Funnily enough I was able to spend all this summer with my kids speaking English all the time, as well as take them back to the UK for a few weeks as I'm out of work at the moment. In particular I wanted to improve my 3 year old daughter's English as I felt it was a bit behind. However my 6 year old son went back to school on Thursday and is now complaining that he doesn't have enough Spanish to understand all his teacher says, and is blaming me for doing too much English with him .


----------



## Pesky Wesky (May 10, 2009)

The Spanish school holidays are so long there's time for everything; a Spanish holiday, an English holiday, loafing around, summer camp - whatever.
However it makes sense linguistically to have the English holiday at the beginning and to finish the holiday break with a good few weeks of Spanish to make Back to School easier for the kids.
However, that doesn't always tie in with Mum and Dad's holiday time and or budget


----------



## Pesky Wesky (May 10, 2009)

Chopera said:


> Funnily enough I was able to spend all this summer with my kids speaking English all the time, as well as take them back to the UK for a few weeks as I'm out of work at the moment. In particular I wanted to improve my 3 year old daughter's English as I felt it was a bit behind. However my 6 year old son went back to school on Thursday and is now complaining that he doesn't have enough Spanish to understand all his teacher says, and is blaming me for doing too much English with him .

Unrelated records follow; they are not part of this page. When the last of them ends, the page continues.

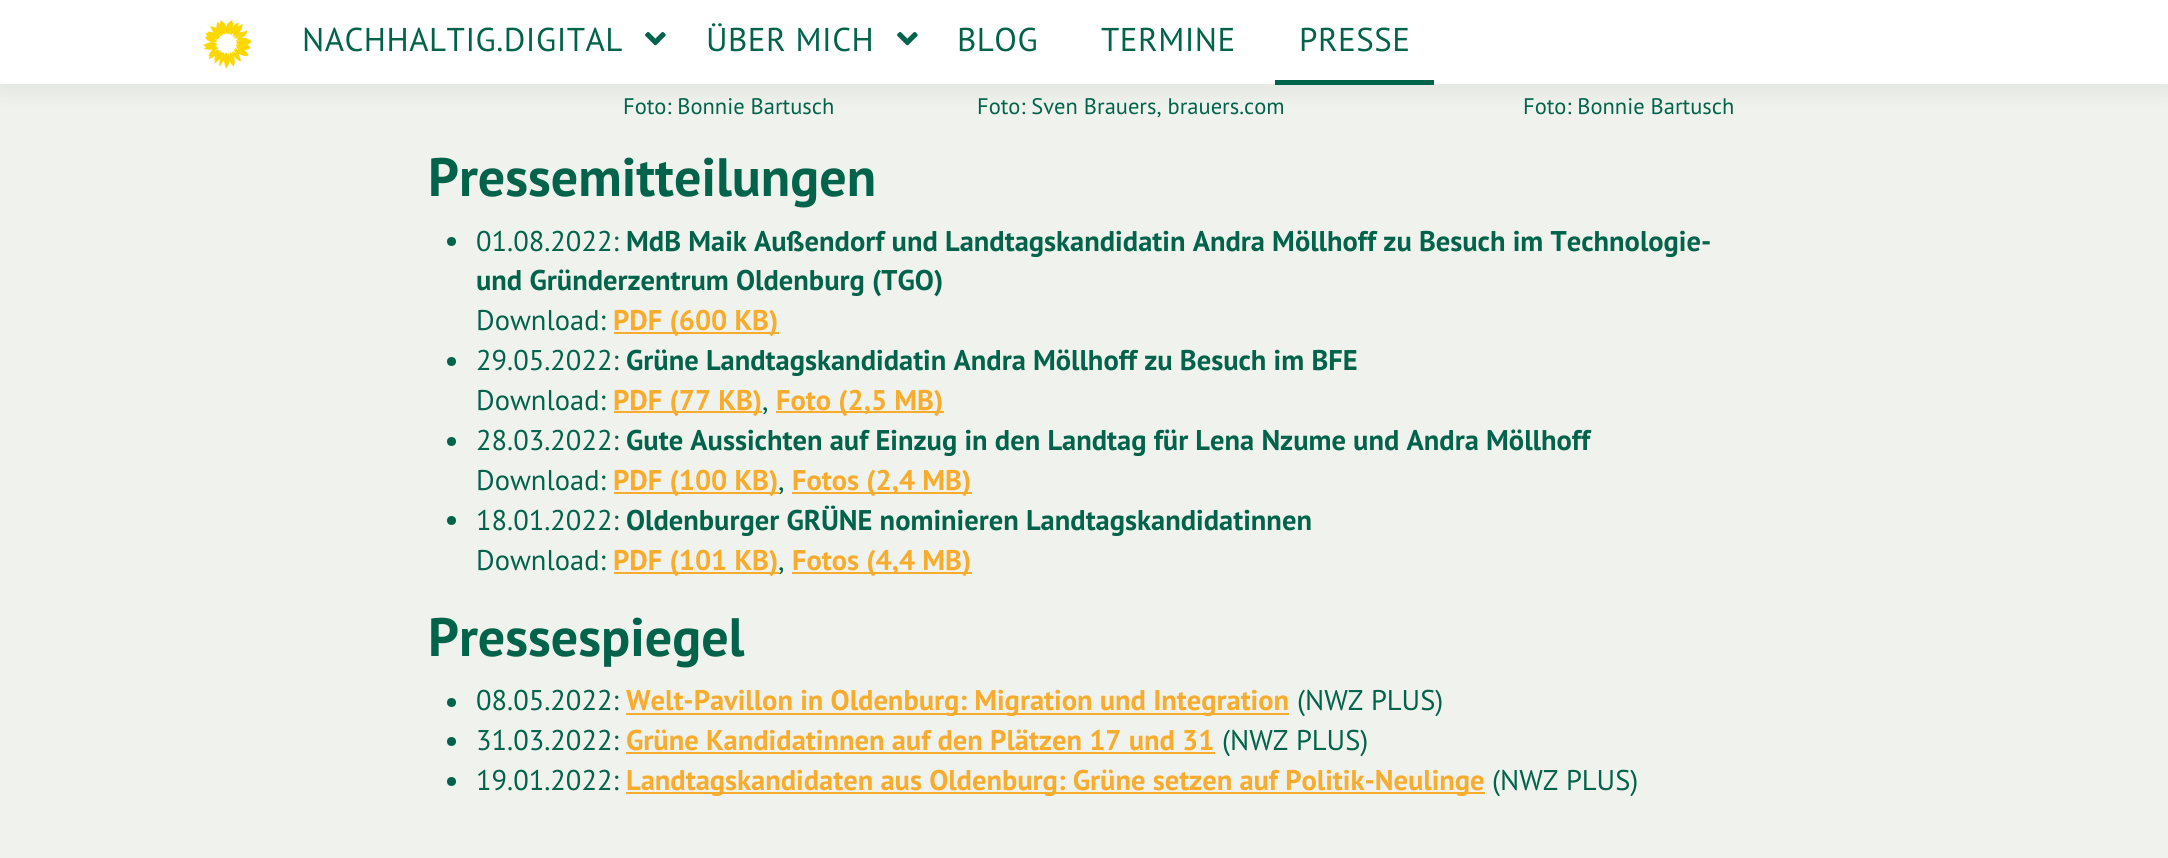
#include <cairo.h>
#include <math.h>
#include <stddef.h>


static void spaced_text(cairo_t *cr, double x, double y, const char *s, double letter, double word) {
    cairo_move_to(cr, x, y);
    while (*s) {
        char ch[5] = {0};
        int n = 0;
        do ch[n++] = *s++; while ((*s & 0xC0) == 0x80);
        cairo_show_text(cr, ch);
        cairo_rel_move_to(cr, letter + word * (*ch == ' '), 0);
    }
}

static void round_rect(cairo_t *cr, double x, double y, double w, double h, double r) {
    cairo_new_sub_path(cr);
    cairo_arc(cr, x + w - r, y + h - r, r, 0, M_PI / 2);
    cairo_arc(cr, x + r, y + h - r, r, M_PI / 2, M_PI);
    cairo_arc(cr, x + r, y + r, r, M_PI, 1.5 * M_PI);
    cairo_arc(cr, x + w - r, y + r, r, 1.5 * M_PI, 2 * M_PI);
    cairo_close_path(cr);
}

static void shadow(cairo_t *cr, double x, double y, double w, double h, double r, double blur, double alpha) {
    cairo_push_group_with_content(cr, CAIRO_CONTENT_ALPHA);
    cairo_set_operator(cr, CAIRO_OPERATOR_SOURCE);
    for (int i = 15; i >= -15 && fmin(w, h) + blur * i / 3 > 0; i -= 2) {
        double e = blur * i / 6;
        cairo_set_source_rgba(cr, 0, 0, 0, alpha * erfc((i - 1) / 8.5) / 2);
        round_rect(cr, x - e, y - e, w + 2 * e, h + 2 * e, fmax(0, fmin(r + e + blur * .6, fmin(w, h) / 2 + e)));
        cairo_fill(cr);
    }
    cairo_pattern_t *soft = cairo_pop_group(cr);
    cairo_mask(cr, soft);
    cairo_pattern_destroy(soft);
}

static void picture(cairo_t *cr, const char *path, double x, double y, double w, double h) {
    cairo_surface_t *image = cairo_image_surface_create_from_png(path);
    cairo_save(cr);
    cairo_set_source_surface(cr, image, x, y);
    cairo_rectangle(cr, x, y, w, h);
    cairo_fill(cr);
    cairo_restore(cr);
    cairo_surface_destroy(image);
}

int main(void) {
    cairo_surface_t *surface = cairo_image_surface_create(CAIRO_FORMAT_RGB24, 2168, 858);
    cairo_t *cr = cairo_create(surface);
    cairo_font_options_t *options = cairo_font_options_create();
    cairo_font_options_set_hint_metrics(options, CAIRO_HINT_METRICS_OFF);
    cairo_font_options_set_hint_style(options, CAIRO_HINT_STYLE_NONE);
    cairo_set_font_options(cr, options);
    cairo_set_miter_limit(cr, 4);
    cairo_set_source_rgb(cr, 0.937, 0.949, 0.929);
    cairo_paint(cr);
    cairo_set_source_rgb(cr, 0, 0, 0);
    shadow(cr, 0, 2, 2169, 84, 0, 15, 0.08);
    cairo_set_source_rgb(cr, 1, 1, 1);
    cairo_rectangle(cr, 0, 0, 2168, 84);
    cairo_fill(cr);
    picture(cr, "img1.png", 203, 20, 49, 49);
    cairo_select_font_face(cr, "PT Sans", CAIRO_FONT_SLANT_NORMAL, CAIRO_FONT_WEIGHT_NORMAL);
    cairo_set_font_size(cr, 33);
    cairo_set_source_rgb(cr, 0.004, 0.388, 0.29);
    spaced_text(cr, 302, 51, "NACHHALTIG.DIGITAL", 0.5, 0);
    picture(cr, "img2.png", 645, 32, 21, 14);
    spaced_text(cr, 706, 51, "ÜBER MICH", 0.5, 0);
    picture(cr, "img2.png", 897, 32, 21, 14);
    spaced_text(cr, 957, 51, "BLOG", 0.5, 0);
    spaced_text(cr, 1101, 51, "TERMINE", 0.5, 0);
    cairo_rectangle(cr, 1275, 80, 159, 5);
    cairo_fill(cr);
    spaced_text(cr, 1299, 51, "PRESSE", 0.5, 0);
    cairo_set_font_size(cr, 22.5);
    cairo_move_to(cr, 623, 114);
    cairo_show_text(cr, "Foto: Bonnie Bartusch");
    cairo_move_to(cr, 977, 114);
    cairo_show_text(cr, "Foto: Sven Brauers, brauers.com");
    cairo_move_to(cr, 1523, 114);
    cairo_show_text(cr, "Foto: Bonnie Bartusch");
    cairo_select_font_face(cr, "PT Sans", CAIRO_FONT_SLANT_NORMAL, CAIRO_FONT_WEIGHT_BOLD);
    cairo_set_font_size(cr, 54);
    cairo_move_to(cr, 428, 196);
    cairo_show_text(cr, "Pressemitteilungen");
    cairo_new_path(cr);
    cairo_arc(cr, 451.5, 241.5, 4.5, 0, 2 * M_PI);
    cairo_fill(cr);
    cairo_select_font_face(cr, "PT Sans", CAIRO_FONT_SLANT_NORMAL, CAIRO_FONT_WEIGHT_NORMAL);
    cairo_set_font_size(cr, 28.5);
    cairo_move_to(cr, 476, 251);
    cairo_show_text(cr, "01.08.2022:");
    cairo_select_font_face(cr, "PT Sans", CAIRO_FONT_SLANT_NORMAL, CAIRO_FONT_WEIGHT_BOLD);
    cairo_move_to(cr, 626, 251);
    cairo_show_text(cr, "MdB Maik Außendorf und Landtagskandidatin Andra Möllhoff zu Besuch im Technologie-");
    cairo_move_to(cr, 476, 290);
    cairo_show_text(cr, "und Gründerzentrum Oldenburg (TGO)");
    cairo_select_font_face(cr, "PT Sans", CAIRO_FONT_SLANT_NORMAL, CAIRO_FONT_WEIGHT_NORMAL);
    cairo_move_to(cr, 476, 330);
    cairo_show_text(cr, "Download:");
    cairo_set_source_rgb(cr, 0.969, 0.675, 0.176);
    cairo_rectangle(cr, 614, 332, 165, 2);
    cairo_fill(cr);
    cairo_select_font_face(cr, "PT Sans", CAIRO_FONT_SLANT_NORMAL, CAIRO_FONT_WEIGHT_BOLD);
    cairo_move_to(cr, 613, 330);
    cairo_show_text(cr, "PDF (600 KB)");
    cairo_set_source_rgb(cr, 0.004, 0.388, 0.29);
    cairo_new_path(cr);
    cairo_arc(cr, 451.5, 361.5, 4.5, 0, 2 * M_PI);
    cairo_fill(cr);
    cairo_select_font_face(cr, "PT Sans", CAIRO_FONT_SLANT_NORMAL, CAIRO_FONT_WEIGHT_NORMAL);
    cairo_move_to(cr, 476, 370);
    cairo_show_text(cr, "29.05.2022:");
    cairo_select_font_face(cr, "PT Sans", CAIRO_FONT_SLANT_NORMAL, CAIRO_FONT_WEIGHT_BOLD);
    cairo_move_to(cr, 626, 370);
    cairo_show_text(cr, "Grüne Landtagskandidatin Andra Möllhoff zu Besuch im BFE");
    cairo_select_font_face(cr, "PT Sans", CAIRO_FONT_SLANT_NORMAL, CAIRO_FONT_WEIGHT_NORMAL);
    cairo_move_to(cr, 476, 410);
    cairo_show_text(cr, "Download:");
    cairo_set_source_rgb(cr, 0.969, 0.675, 0.176);
    cairo_rectangle(cr, 614, 411, 148, 2);
    cairo_fill(cr);
    cairo_select_font_face(cr, "PT Sans", CAIRO_FONT_SLANT_NORMAL, CAIRO_FONT_WEIGHT_BOLD);
    cairo_move_to(cr, 613, 410);
    cairo_show_text(cr, "PDF (77 KB)");
    cairo_select_font_face(cr, "PT Sans", CAIRO_FONT_SLANT_NORMAL, CAIRO_FONT_WEIGHT_NORMAL);
    cairo_set_source_rgb(cr, 0.004, 0.388, 0.29);
    cairo_move_to(cr, 762, 410);
    cairo_show_text(cr, ",");
    cairo_set_source_rgb(cr, 0.969, 0.675, 0.176);
    cairo_rectangle(cr, 776, 411, 168, 2);
    cairo_fill(cr);
    cairo_select_font_face(cr, "PT Sans", CAIRO_FONT_SLANT_NORMAL, CAIRO_FONT_WEIGHT_BOLD);
    cairo_move_to(cr, 776, 410);
    cairo_show_text(cr, "Foto (2,5 MB)");
    cairo_set_source_rgb(cr, 0.004, 0.388, 0.29);
    cairo_new_path(cr);
    cairo_arc(cr, 451.5, 441.5, 4.5, 0, 2 * M_PI);
    cairo_fill(cr);
    cairo_select_font_face(cr, "PT Sans", CAIRO_FONT_SLANT_NORMAL, CAIRO_FONT_WEIGHT_NORMAL);
    cairo_move_to(cr, 476, 450);
    cairo_show_text(cr, "28.03.2022:");
    cairo_select_font_face(cr, "PT Sans", CAIRO_FONT_SLANT_NORMAL, CAIRO_FONT_WEIGHT_BOLD);
    cairo_move_to(cr, 626, 450);
    cairo_show_text(cr, "Gute Aussichten auf Einzug in den Landtag für Lena Nzume und Andra Möllhoff");
    cairo_select_font_face(cr, "PT Sans", CAIRO_FONT_SLANT_NORMAL, CAIRO_FONT_WEIGHT_NORMAL);
    cairo_move_to(cr, 476, 490);
    cairo_show_text(cr, "Download:");
    cairo_set_source_rgb(cr, 0.969, 0.675, 0.176);
    cairo_rectangle(cr, 614, 492, 165, 2);
    cairo_fill(cr);
    cairo_select_font_face(cr, "PT Sans", CAIRO_FONT_SLANT_NORMAL, CAIRO_FONT_WEIGHT_BOLD);
    cairo_move_to(cr, 613, 490);
    cairo_show_text(cr, "PDF (100 KB)");
    cairo_select_font_face(cr, "PT Sans", CAIRO_FONT_SLANT_NORMAL, CAIRO_FONT_WEIGHT_NORMAL);
    cairo_set_source_rgb(cr, 0.004, 0.388, 0.29);
    cairo_move_to(cr, 778, 490);
    cairo_show_text(cr, ",");
    cairo_set_source_rgb(cr, 0.969, 0.675, 0.176);
    cairo_rectangle(cr, 792, 492, 180, 2);
    cairo_fill(cr);
    cairo_select_font_face(cr, "PT Sans", CAIRO_FONT_SLANT_NORMAL, CAIRO_FONT_WEIGHT_BOLD);
    cairo_move_to(cr, 792, 490);
    cairo_show_text(cr, "Fotos (2,4 MB)");
    cairo_set_source_rgb(cr, 0.004, 0.388, 0.29);
    cairo_new_path(cr);
    cairo_arc(cr, 451.5, 520.5, 4.5, 0, 2 * M_PI);
    cairo_fill(cr);
    cairo_select_font_face(cr, "PT Sans", CAIRO_FONT_SLANT_NORMAL, CAIRO_FONT_WEIGHT_NORMAL);
    cairo_move_to(cr, 476, 530);
    cairo_show_text(cr, "18.01.2022:");
    cairo_select_font_face(cr, "PT Sans", CAIRO_FONT_SLANT_NORMAL, CAIRO_FONT_WEIGHT_BOLD);
    cairo_move_to(cr, 626, 530);
    cairo_show_text(cr, "Oldenburger GRÜNE nominieren Landtagskandidatinnen");
    cairo_select_font_face(cr, "PT Sans", CAIRO_FONT_SLANT_NORMAL, CAIRO_FONT_WEIGHT_NORMAL);
    cairo_move_to(cr, 476, 570);
    cairo_show_text(cr, "Download:");
    cairo_set_source_rgb(cr, 0.969, 0.675, 0.176);
    cairo_rectangle(cr, 614, 572, 165, 2);
    cairo_fill(cr);
    cairo_select_font_face(cr, "PT Sans", CAIRO_FONT_SLANT_NORMAL, CAIRO_FONT_WEIGHT_BOLD);
    cairo_move_to(cr, 613, 570);
    cairo_show_text(cr, "PDF (101 KB)");
    cairo_select_font_face(cr, "PT Sans", CAIRO_FONT_SLANT_NORMAL, CAIRO_FONT_WEIGHT_NORMAL);
    cairo_set_source_rgb(cr, 0.004, 0.388, 0.29);
    cairo_move_to(cr, 778, 570);
    cairo_show_text(cr, ",");
    cairo_set_source_rgb(cr, 0.969, 0.675, 0.176);
    cairo_rectangle(cr, 792, 572, 180, 2);
    cairo_fill(cr);
    cairo_select_font_face(cr, "PT Sans", CAIRO_FONT_SLANT_NORMAL, CAIRO_FONT_WEIGHT_BOLD);
    cairo_move_to(cr, 792, 570);
    cairo_show_text(cr, "Fotos (4,4 MB)");
    cairo_set_font_size(cr, 54);
    cairo_set_source_rgb(cr, 0.004, 0.388, 0.29);
    cairo_move_to(cr, 428, 656);
    cairo_show_text(cr, "Pressespiegel");
    cairo_new_path(cr);
    cairo_arc(cr, 451.5, 702.5, 4.5, 0, 2 * M_PI);
    cairo_fill(cr);
    cairo_select_font_face(cr, "PT Sans", CAIRO_FONT_SLANT_NORMAL, CAIRO_FONT_WEIGHT_NORMAL);
    cairo_set_font_size(cr, 28.5);
    cairo_move_to(cr, 476, 710);
    cairo_show_text(cr, "08.05.2022:");
    cairo_set_source_rgb(cr, 0.969, 0.675, 0.176);
    cairo_rectangle(cr, 626, 713, 663, 2);
    cairo_fill(cr);
    cairo_select_font_face(cr, "PT Sans", CAIRO_FONT_SLANT_NORMAL, CAIRO_FONT_WEIGHT_BOLD);
    cairo_move_to(cr, 626, 710);
    cairo_show_text(cr, "Welt-Pavillon in Oldenburg: Migration und Integration");
    cairo_select_font_face(cr, "PT Sans", CAIRO_FONT_SLANT_NORMAL, CAIRO_FONT_WEIGHT_NORMAL);
    cairo_set_source_rgb(cr, 0.004, 0.388, 0.29);
    cairo_move_to(cr, 1297, 710);
    cairo_show_text(cr, "(NWZ PLUS)");
    cairo_new_path(cr);
    cairo_arc(cr, 451.5, 741.5, 4.5, 0, 2 * M_PI);
    cairo_fill(cr);
    cairo_move_to(cr, 476, 750);
    cairo_show_text(cr, "31.03.2022:");
    cairo_select_font_face(cr, "PT Sans", CAIRO_FONT_SLANT_NORMAL, CAIRO_FONT_WEIGHT_BOLD);
    cairo_set_source_rgb(cr, 0.969, 0.675, 0.176);
    cairo_move_to(cr, 626, 750);
    cairo_show_text(cr, "Grüne Kandidatinnen auf den Plätzen 17 und 31");
    cairo_rectangle(cr, 626, 752, 589, 2);
    cairo_fill(cr);
    cairo_select_font_face(cr, "PT Sans", CAIRO_FONT_SLANT_NORMAL, CAIRO_FONT_WEIGHT_NORMAL);
    cairo_set_source_rgb(cr, 0.004, 0.388, 0.29);
    cairo_move_to(cr, 1222, 750);
    cairo_show_text(cr, "(NWZ PLUS)");
    cairo_new_path(cr);
    cairo_arc(cr, 451.5, 781.5, 4.5, 0, 2 * M_PI);
    cairo_fill(cr);
    cairo_move_to(cr, 476, 790);
    cairo_show_text(cr, "19.01.2022:");
    cairo_set_source_rgb(cr, 0.969, 0.675, 0.176);
    cairo_rectangle(cr, 626, 792, 859, 2);
    cairo_fill(cr);
    cairo_select_font_face(cr, "PT Sans", CAIRO_FONT_SLANT_NORMAL, CAIRO_FONT_WEIGHT_BOLD);
    cairo_move_to(cr, 626, 790);
    cairo_show_text(cr, "Landtagskandidaten aus Oldenburg: Grüne setzen auf Politik-Neulinge");
    cairo_select_font_face(cr, "PT Sans", CAIRO_FONT_SLANT_NORMAL, CAIRO_FONT_WEIGHT_NORMAL);
    cairo_set_source_rgb(cr, 0.004, 0.388, 0.29);
    cairo_move_to(cr, 1492, 790);
    cairo_show_text(cr, "(NWZ PLUS)");
    cairo_surface_write_to_png(surface, "page.png");
    cairo_font_options_destroy(options);
    cairo_destroy(cr);
    cairo_surface_destroy(surface);
    return 0;
}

But you know he'll be fine after a few days, don't you


----------



## Chopera (Apr 22, 2013)

Pesky Wesky said:


> But you know he'll be fine after a few days, don't you


Of course. In fact I think he's using it as an excuse because he's just made the step up to primary school, where he needs to concentrate a bit more, but instead he's catching up with his friends and not paying attention to the teacher.


----------



## Pesky Wesky (May 10, 2009)

Chopera said:


> Of course. In fact I think he's using it as an excuse because he's just made the step up to primary school, where he needs to concentrate a bit more, but instead but he's catching up with his friends and not paying attention to the teacher.


Ahh, so he's being a normal little boy


----------



## Chopera (Apr 22, 2013)

Pesky Wesky said:


> The Spanish school holidays are so long there's time for everything; a Spanish holiday, an English holiday, loafing around, summer camp - whatever.
> However it makes sense linguistically to have the English holiday at the beginning and to finish the holiday break with a good few weeks of Spanish to make Back to School easier for the kids.
> However, that doesn't always tie in with Mum and Dad's holiday time and or budget


For me it was more a case of get the hell out of Madrid and go somewhere cooler for the last two weeks of July. Also there tend to be more activities on offer in Spain in July, and more on offer in the UK in August (which is logical since UK schools don't break up until towards the end of July). That still leaves a couple of weeks in September to get back into the flow of things in Spain.


----------